EXERCISE DESCRIPTION: Set each record down exactly, excluding all images.

(Saved entries)
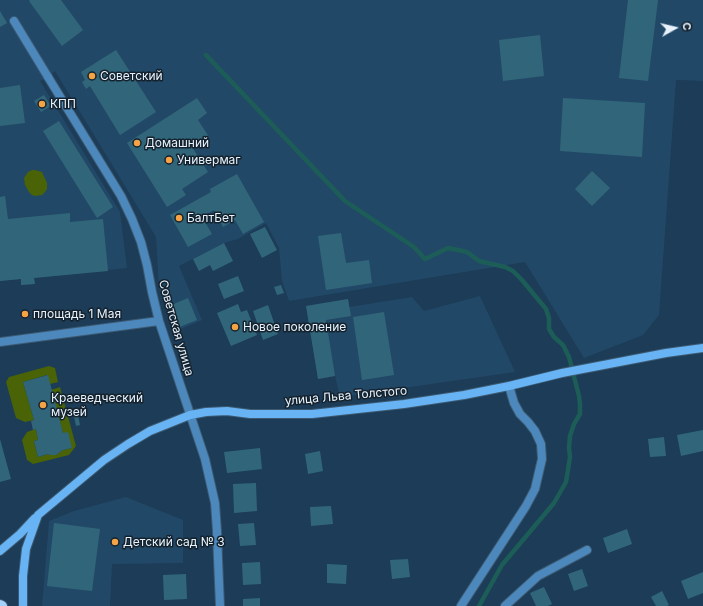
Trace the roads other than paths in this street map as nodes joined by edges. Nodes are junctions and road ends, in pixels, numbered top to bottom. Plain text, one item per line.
1 (14, 21) dead end
2 (159, 321) junction
3 (0, 342) edge
4 (703, 348) edge
5 (509, 386) junction
6 (190, 415) junction
7 (38, 515) junction
8 (587, 550) dead end
9 (0, 551) edge
10 (23, 606) edge
11 (220, 606) edge
12 (461, 606) edge
13 (504, 606) edge

1 - 2 street, Советская улица
2 - 3 street
2 - 6 street, Советская улица
4 - 5 street, улица Льва Толстого
5 - 6 street, улица Льва Толстого
5 - 12 street
6 - 7 street, улица Льва Толстого
6 - 11 street, Советская улица
7 - 9 street, улица Льва Толстого
7 - 10 street
8 - 13 street

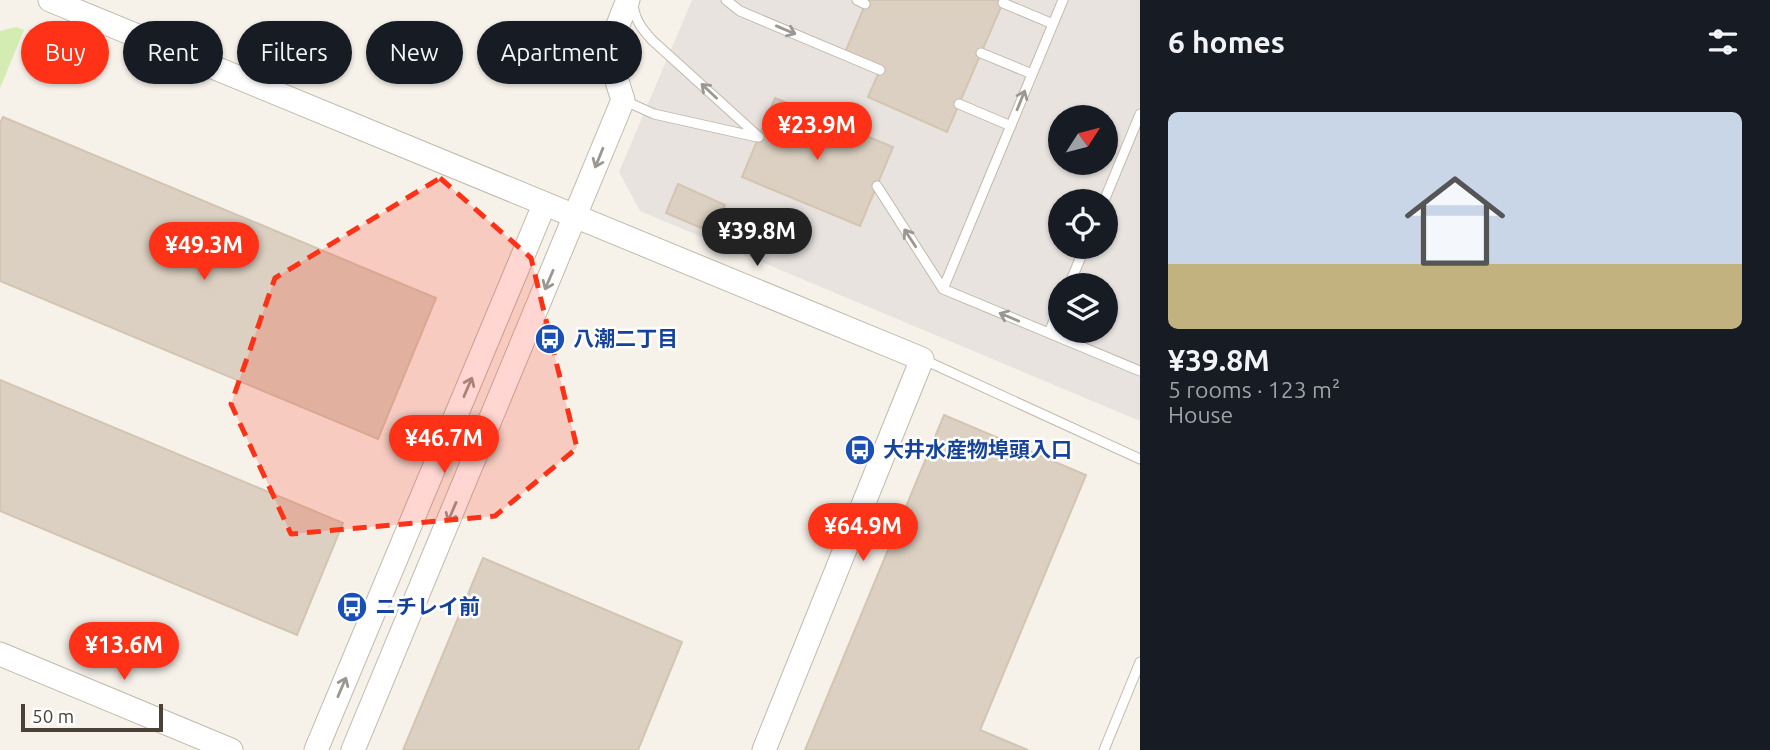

SOLUTION:
Trace the roads other than paths in this street map as nodes joined by edges. Nodes are junctions and road ends, in pixels, numbered top to bottom. Plain text, one item per line.
1 (14, 21) dead end
2 (159, 321) junction
3 (0, 342) edge
4 (703, 348) edge
5 (509, 386) junction
6 (190, 415) junction
7 (38, 515) junction
8 (587, 550) dead end
9 (0, 551) edge
10 (23, 606) edge
11 (220, 606) edge
12 (461, 606) edge
13 (504, 606) edge

1 - 2 street, Советская улица
2 - 3 street
2 - 6 street, Советская улица
4 - 5 street, улица Льва Толстого
5 - 6 street, улица Льва Толстого
5 - 12 street
6 - 7 street, улица Льва Толстого
6 - 11 street, Советская улица
7 - 9 street, улица Льва Толстого
7 - 10 street
8 - 13 street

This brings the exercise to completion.